Time for a universal basic income

Alex Sobel says the coronavirus crisis reveals our broken social system needs a radical solution

With an extended coronavirus lockdown we are starting to see the devastation caused not only to our public health but to the very foundations of our economy. The Government’s measures are a welcome relief for many, but do they go far enough to ensure that no one is left behind and that our economy can recover?

We are on a wartime footing. We have correctly decided as a society that the most important priority is to protect public health and our NHS—at all costs. This is why I support the Government’s decision to implement lockdown measures and believe these should be observed for as long as necessary. That said, I hear regularly from people who are bearing the financial brunt of this sacrifice.

I support in principle measures such as the Job Retention (or ‘furlough’) Scheme and the Self-Employment Income Support Scheme. Never before has the government sought to underwrite the whole nation’s wages to such an extent. But I fear that by not fully embracing an emergency Universal Basic Income, this extraordinary outlay acts more as a sticking plaster than a genuine recovery agent and may prove to be the mother of all false economies as many people fall through the cracks.

Whilst many employers have furloughed staff, there are still many who have not been. For instance, I have received lots of emails from people who have only just moved from one job to another and are therefore unable to ask their new employers to be furloughed. There are also reports of HR departments who for one reason or another do not have the capacity or wherewithal to efficiently furlough their employees. 

Fundamentally, making the employers of Britain the arbiters of our welfare system is fraught with problems. Furloughed staff cannot work, meaning that organisations are having to make difficult choices about whether to keep a staff member on payroll to help the business survive or furlough and save the huge financial outlay at a time where income is all but lost. 

The measures for the self-employed are also welcome, but have some serious flaws. Basing payments on profit does not account for overheads that are not going away. It’s estimated that as many as two million of the 5.75 million self-employed will miss out altogether from the scheme.

It is for these reasons and more that Universal Credit sign-ups are exceeding one million and foodbank use is approaching record highs. Any means-tested system is complicated, bureaucratic and allows many who need it the most to fall through the cracks. This is why over four million low-income families and over one million pensioners have missed out on targeted support they were entitled to. 

An Emergency Universal Basic Income is, by contrast, a simple and efficient way of guaranteeing basic financial security for all during this crisis. It allows people to work and ensures universal coverage, meaning that nobody will slip through the net. Modelling from the Royal Society of Arts showed that 74% of the self-employed, particularly low earners, would have been better off under their emergency UBI scheme when compared to the Government’s support package for the self-employed. If put in place as a recovery measure, it will provide relief to millions of households and boost consumer spending in our local shops and businesses. There is a menu of options around how it can work and could be combined with use of the tax system to ensure that money given to those who do not need it is recouped fairly and efficiently.

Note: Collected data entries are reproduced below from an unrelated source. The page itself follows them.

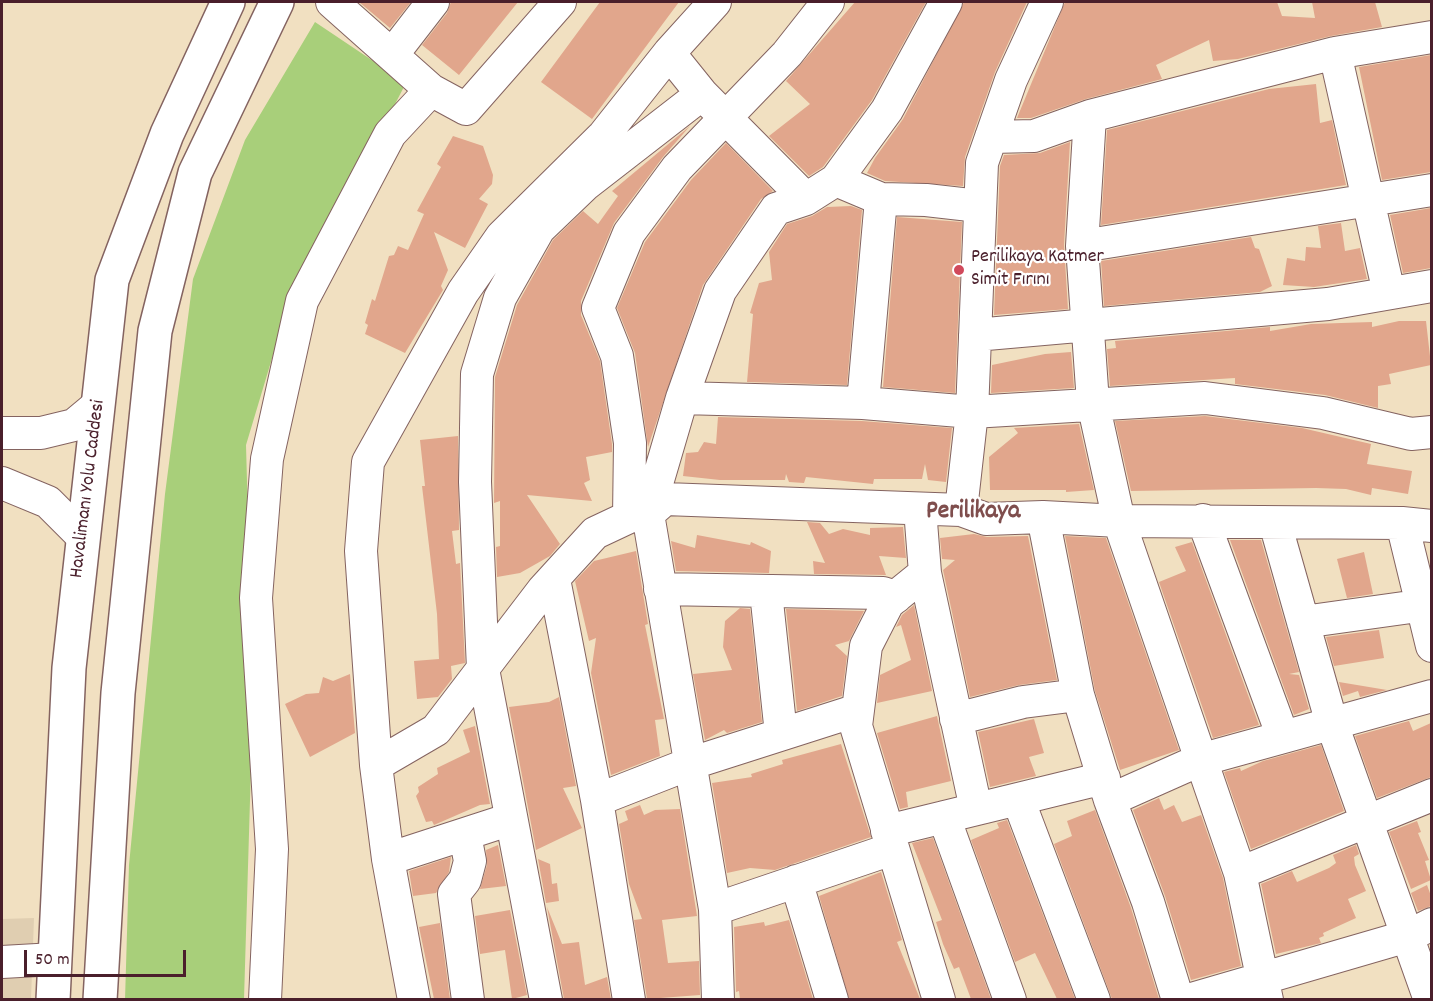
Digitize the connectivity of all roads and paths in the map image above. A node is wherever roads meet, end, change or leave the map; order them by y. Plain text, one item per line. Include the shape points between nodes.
1 (228, 2) edge
2 (277, 2) edge
3 (332, 2) edge
4 (433, 2) edge
5 (560, 2) edge
6 (715, 2) edge
7 (828, 2) edge
8 (946, 2) edge
9 (1047, 2) edge
10 (1431, 37) edge
11 (669, 53) junction
12 (1335, 53) junction
13 (392, 55) junction
14 (431, 90) junction
15 (702, 93) junction
16 (725, 116) junction
17 (1090, 116) junction
18 (991, 137) junction
19 (836, 180) junction
20 (1431, 190) edge
21 (806, 199) junction
22 (881, 199) junction
23 (1368, 199) junction
24 (979, 206) junction
25 (1082, 246) junction
26 (463, 292) junction
27 (1389, 293) junction
28 (1430, 295) edge
29 (497, 306) junction
30 (1087, 326) junction
31 (975, 335) junction
32 (682, 398) junction
33 (863, 403) junction
34 (1093, 403) junction
35 (98, 405) junction
36 (972, 412) junction
37 (1431, 432) edge
38 (2, 433) edge
39 (2, 483) edge
40 (920, 509) junction
41 (961, 510) junction
42 (639, 515) junction
43 (1043, 517) junction
44 (1203, 520) junction
45 (1119, 521) junction
46 (1275, 523) junction
47 (1417, 524) edge
48 (83, 537) junction
49 (925, 573) junction
50 (554, 579) junction
51 (660, 589) junction
52 (766, 592) junction
53 (896, 597) junction
54 (1427, 605) edge
55 (1303, 622) junction
56 (1431, 646) edge
57 (483, 669) junction
58 (1078, 695) junction
59 (1431, 696) edge
60 (858, 710) junction
61 (956, 719) junction
62 (1332, 723) junction
63 (782, 734) junction
64 (1283, 737) junction
65 (1200, 760) junction
66 (689, 764) junction
67 (376, 765) junction
68 (1107, 789) junction
69 (1431, 795) edge
70 (1018, 799) junction
71 (597, 800) junction
72 (976, 809) junction
73 (944, 817) junction
74 (511, 819) junction
75 (1368, 820) junction
76 (465, 835) junction
77 (890, 840) junction
78 (388, 860) junction
79 (1240, 873) junction
80 (796, 881) junction
81 (715, 909) junction
82 (1420, 930) edge
83 (55, 960) junction
84 (2, 962) edge
85 (1265, 989) edge
86 (53, 999) edge
87 (100, 999) edge
88 (265, 999) edge
89 (414, 999) edge
90 (468, 999) edge
91 (546, 999) edge
92 (629, 999) edge
93 (718, 999) edge
94 (832, 999) edge
95 (939, 999) edge
96 (1010, 999) edge
97 (1094, 999) edge
98 (1178, 999) edge
99 (1188, 999) edge
100 (1430, 999) edge

1 - 35 highway, Havalimanı Yolu Caddesi via 167,134 112,280
2 - 87 highway via 195,173 155,332 118,693
3 - 13 street
4 - 13 street
5 - 14 street via 466,110
6 - 11 street
7 - 16 street via 787,54
8 - 19 street via 887,110
9 - 18 street via 1011,80
10 - 12 street
11 - 15 street
11 - 26 street via 604,135 502,236
12 - 17 street
12 - 23 street
13 - 14 street
14 - 88 street via 390,134 302,301 267,459 256,598 272,849
15 - 16 street
15 - 29 street via 586,184 539,229
16 - 21 street
16 - 42 street via 677,168 629,233 598,308 619,367
17 - 18 street via 1034,136
17 - 25 street
18 - 24 street via 982,163
19 - 21 street
19 - 22 street
20 - 23 street
21 - 32 street via 776,209 720,291
22 - 24 street
22 - 33 street
23 - 25 street
23 - 27 street
24 - 31 street
25 - 30 street
26 - 29 street
26 - 67 street via 368,462 361,551
27 - 28 street
27 - 30 street via 1328,304
29 - 57 street via 477,374 475,482
30 - 31 street
30 - 34 street
31 - 36 street
32 - 33 street
32 - 42 street
33 - 36 street
34 - 36 street
34 - 37 street via 1205,398 1323,413 1411,434
34 - 45 street
35 - 38 street via 74,425 41,433
35 - 48 highway, Havalimanı Yolu Caddesi
36 - 41 street
39 - 48 street via 48,502
40 - 41 street
40 - 42 street via 665,499
40 - 49 street
41 - 43 street via 986,519
42 - 50 street via 595,533
42 - 51 street
43 - 45 street
43 - 58 street
44 - 45 street
44 - 46 street
44 - 64 street
45 - 65 street
46 - 47 street
46 - 55 street
47 - 54 street
48 - 83 highway, Havalimanı Yolu Caddesi via 69,668
49 - 53 street
49 - 61 street
50 - 57 street
50 - 71 street
51 - 52 street
51 - 66 street
52 - 53 street via 883,593
52 - 63 street
53 - 60 street via 888,603 866,646
54 - 55 street
54 - 56 street
55 - 62 street
57 - 67 street via 436,730
57 - 74 street
58 - 61 street via 1023,702
58 - 68 street
59 - 62 street
60 - 63 street
60 - 77 street via 856,726
61 - 72 street
62 - 64 street
62 - 75 street
63 - 66 street
64 - 65 street
65 - 68 street
65 - 79 street
66 - 71 street
66 - 81 street
67 - 78 street
68 - 70 street
68 - 98 street
69 - 75 street
70 - 72 street
70 - 97 street
71 - 92 street
72 - 73 street
73 - 77 street
73 - 96 street
74 - 76 street
74 - 91 street
75 - 79 street
75 - 82 street
76 - 78 street
76 - 90 street via 470,861 465,880 454,894
77 - 80 street
77 - 95 street
78 - 89 street
79 - 85 street
80 - 81 street
80 - 94 street
81 - 93 street
82 - 85 street
82 - 100 street
83 - 84 street
83 - 86 highway, Havalimanı Yolu Caddesi
85 - 99 street

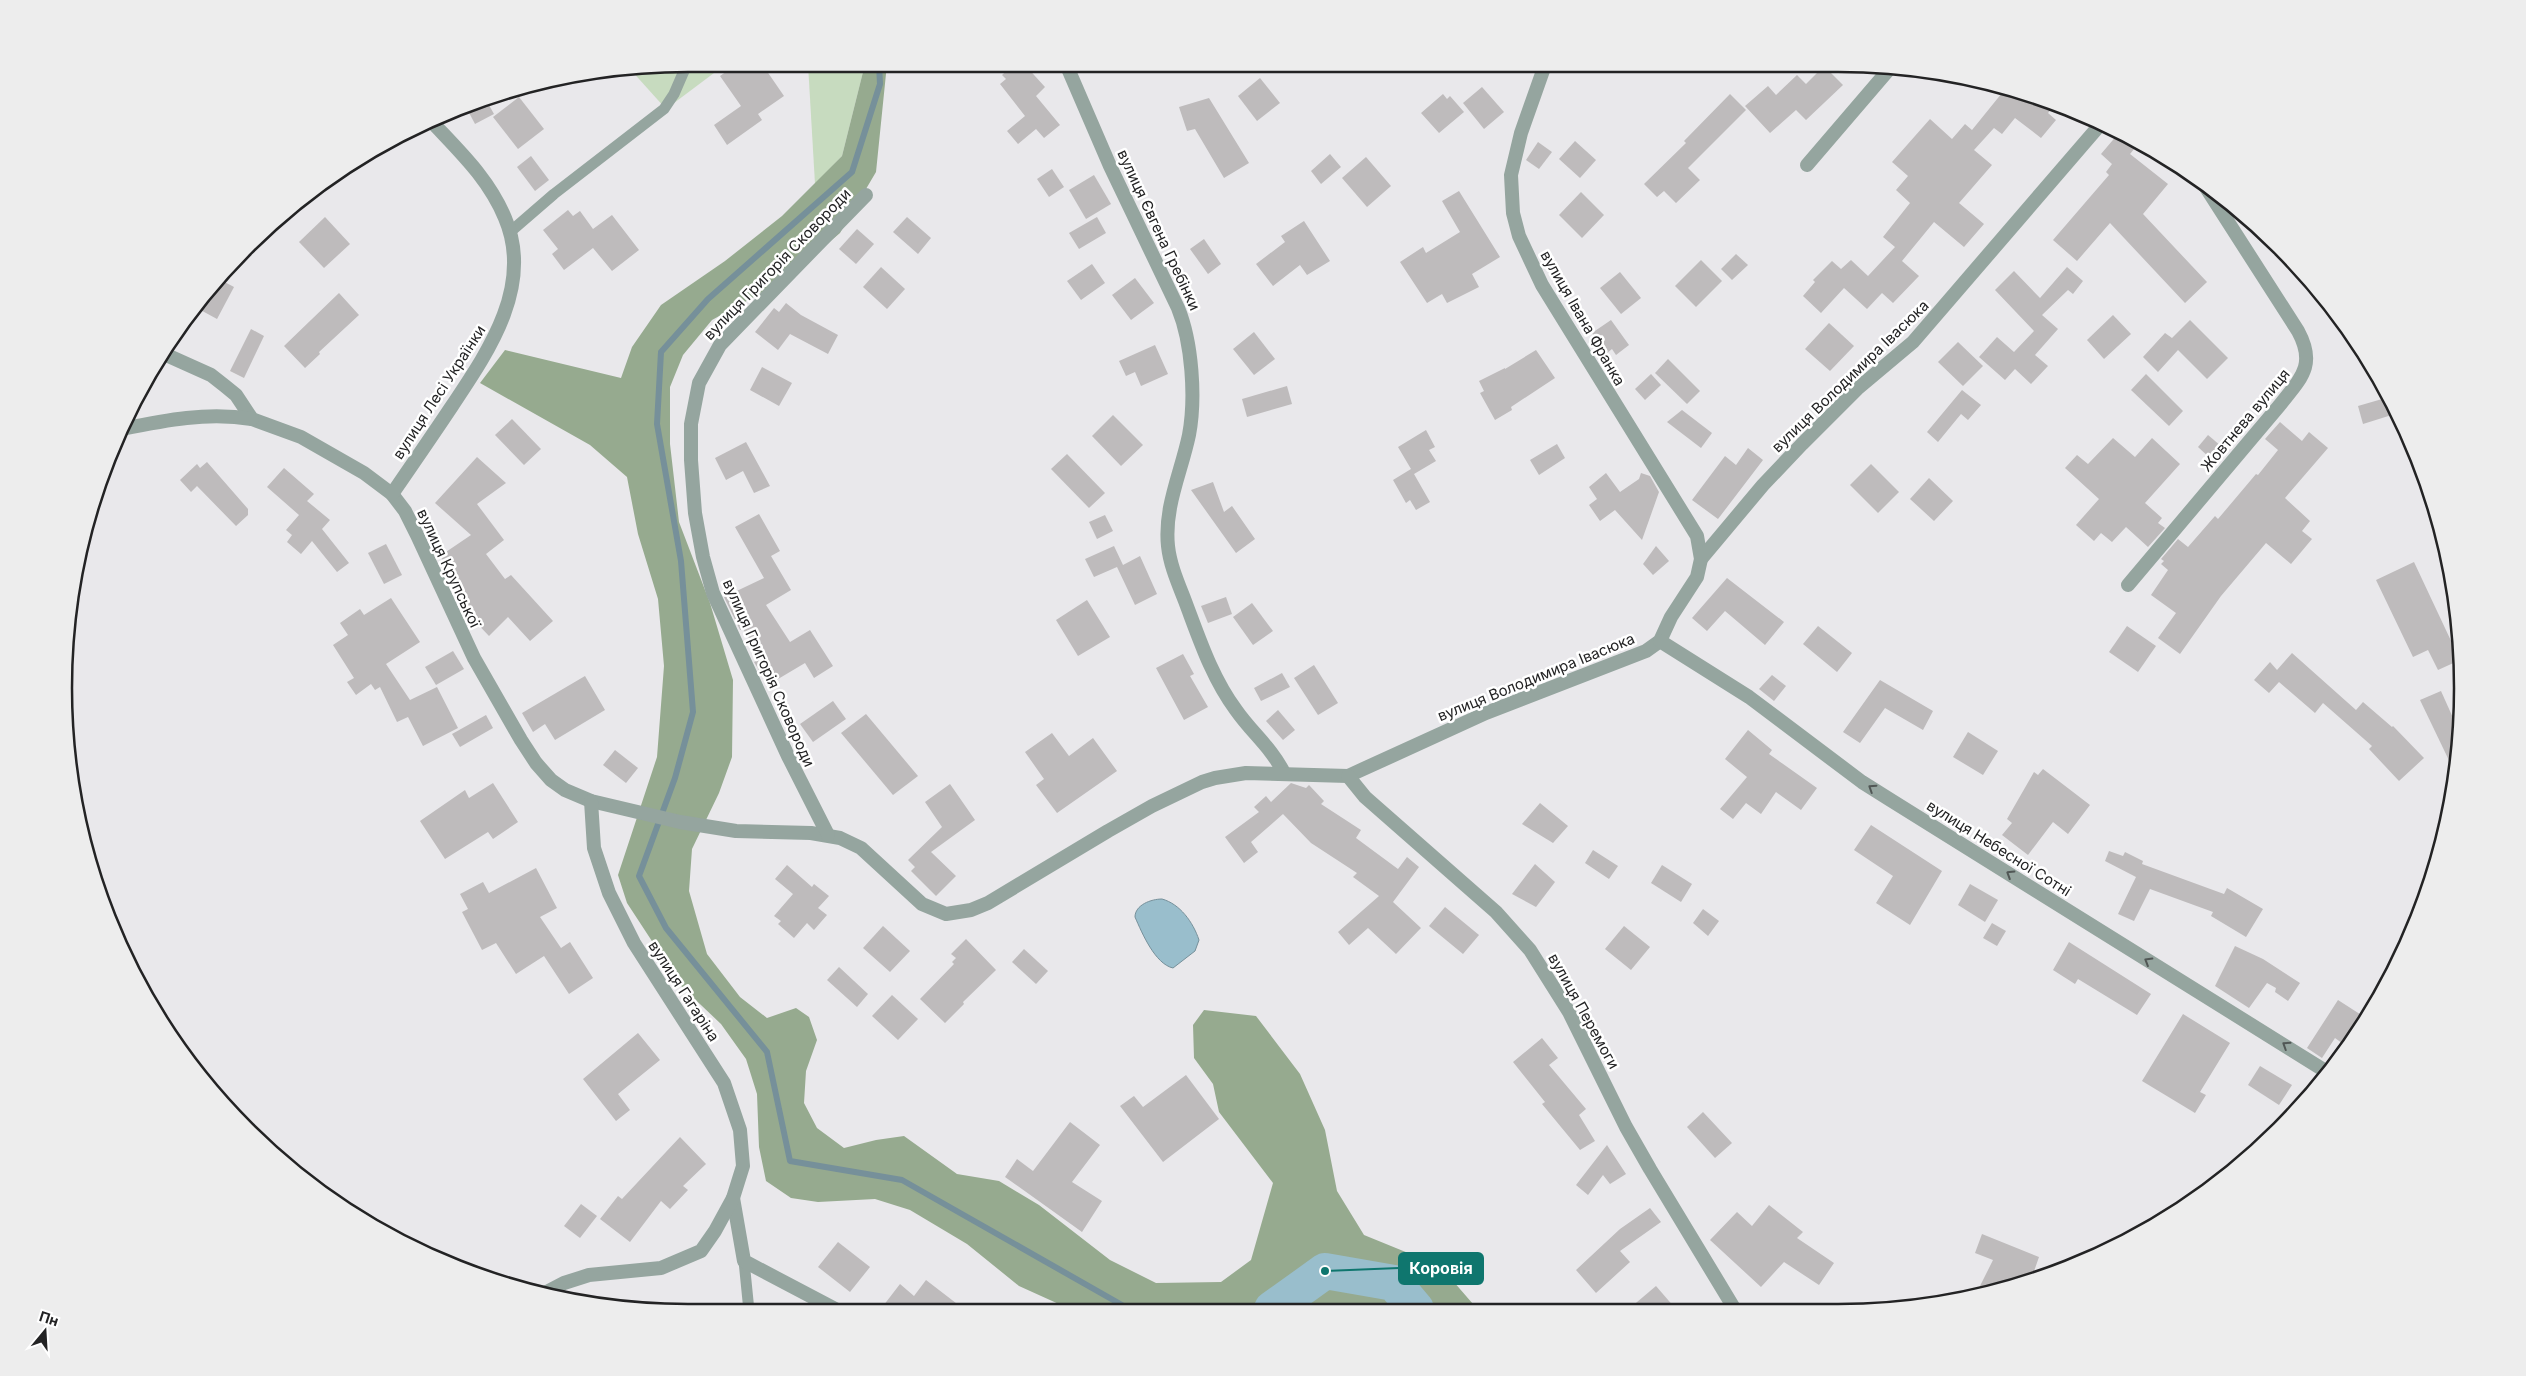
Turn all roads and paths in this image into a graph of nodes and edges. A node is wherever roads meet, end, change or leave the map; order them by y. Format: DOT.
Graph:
graph roads {
  1 [pos="683,72"];
  2 [pos="1069,72"];
  3 [pos="1543,72"];
  4 [pos="1884,75"];
  5 [pos="436,126"];
  6 [pos="2096,129"];
  7 [pos="1807,165"];
  8 [pos="866,194"];
  9 [pos="2213,200"];
  10 [pos="510,232"];
  11 [pos="170,356"];
  12 [pos="252,419"];
  13 [pos="131,427"];
  14 [pos="392,494"];
  15 [pos="1701,564"];
  16 [pos="2128,585"];
  17 [pos="1660,641"];
  18 [pos="1284,773"];
  19 [pos="1348,776"];
  20 [pos="591,801"];
  21 [pos="828,835"];
  22 [pos="2322,1069"];
  23 [pos="733,1198"];
  24 [pos="744,1261"];
  25 [pos="555,1289"];
  26 [pos="748,1304"];
  27 [pos="826,1304"];
  28 [pos="1732,1304"];
  1 -- 10 [label="lane"];
  2 -- 18 [label="street, вулиця Євгена Гребінки"];
  3 -- 15 [label="street, вулиця Івана Франка"];
  4 -- 7 [label="street"];
  5 -- 10 [label="street, вулиця Лесі Українки"];
  6 -- 15 [label="street, вулиця Володимира Івасюка"];
  8 -- 21 [label="street, вулиця Григорія Сковороди"];
  9 -- 16 [label="street, Жовтнева вулиця"];
  10 -- 14 [label="street, вулиця Лесі Українки"];
  11 -- 12 [label="street"];
  12 -- 13 [label="street, вулиця Крупської"];
  12 -- 14 [label="street, вулиця Крупської"];
  14 -- 20 [label="street, вулиця Крупської"];
  15 -- 17 [label="street, вулиця Володимира Івасюка"];
  17 -- 19 [label="street, вулиця Володимира Івасюка"];
  22 -- 17 [label="street, вулиця Небесної Сотні, one-way"];
  18 -- 19 [label="street"];
  18 -- 21 [label="street"];
  19 -- 28 [label="street, вулиця Перемоги"];
  20 -- 21 [label="street, вулиця Крупської"];
  20 -- 23 [label="street, вулиця Гагаріна"];
  23 -- 24 [label="street, вулиця Гагаріна"];
  23 -- 25 [label="street, вулиця Гагаріна"];
  24 -- 26 [label="lane"];
  24 -- 27 [label="street"];
}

We must also think long term. Coronavirus has exposed the fundamental weaknesses in our economy: driven by private and corporate debt, short term and zero-hours contracts and generation rent – as well as a broken social system that has been undermined by austerity. We cannot go back to business as usual once the immediate crisis is over. We must consider the way we work and how the state is involved in the productive capacity of the nation creating a much stronger stake in its economic resilience. We must have a debate about the way people are paid in this country but also about ensuring we have a decent social security system and Universal Basic Services, creating secure jobs, universal childcare and a healthier, more secure nation.